▸ **HOW TO COMPLETE THIS TASK**
Could you give back every record below exactly, leaving out the pictures?

▸ **TASK INPUT**
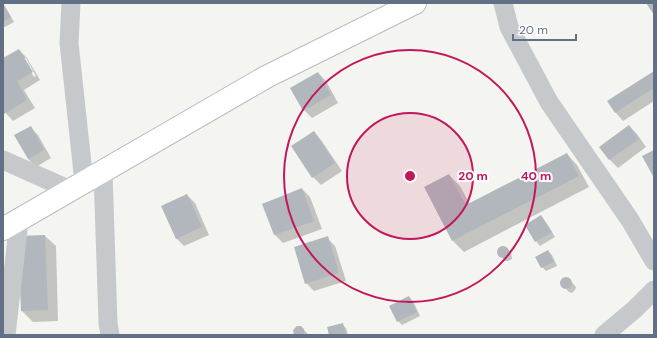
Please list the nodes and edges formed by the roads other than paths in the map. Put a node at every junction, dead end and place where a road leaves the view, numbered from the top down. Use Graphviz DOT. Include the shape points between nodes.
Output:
graph roads {
  1 [pos="71,3"];
  2 [pos="415,3"];
  3 [pos="504,3"];
  4 [pos="3,160"];
  5 [pos="86,181"];
  6 [pos="11,225"];
  7 [pos="654,261"];
  8 [pos="654,290"];
  9 [pos="6,335"];
  10 [pos="110,335"];
  11 [pos="604,335"];
  1 -- 5 [label="street" via="69,43"];
  2 -- 5 [label="main road" via="266,77"];
  3 -- 7 [label="street" via="509,27 549,102 630,220"];
  4 -- 5 [label="street"];
  5 -- 6 [label="main road"];
  5 -- 10 [label="street"];
  6 -- 9 [label="street"];
  8 -- 11 [label="street"];
}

▸ **ANSWER**
Please list the nodes and edges formed by the roads other than paths in the map. Put a node at every junction, dead end and place where a road leaves the view, numbered from the top down. Use Graphviz DOT. Include the shape points between nodes.
Output:
graph roads {
  1 [pos="71,3"];
  2 [pos="415,3"];
  3 [pos="504,3"];
  4 [pos="3,160"];
  5 [pos="86,181"];
  6 [pos="11,225"];
  7 [pos="654,261"];
  8 [pos="654,290"];
  9 [pos="6,335"];
  10 [pos="110,335"];
  11 [pos="604,335"];
  1 -- 5 [label="street" via="69,43"];
  2 -- 5 [label="main road" via="266,77"];
  3 -- 7 [label="street" via="509,27 549,102 630,220"];
  4 -- 5 [label="street"];
  5 -- 6 [label="main road"];
  5 -- 10 [label="street"];
  6 -- 9 [label="street"];
  8 -- 11 [label="street"];
}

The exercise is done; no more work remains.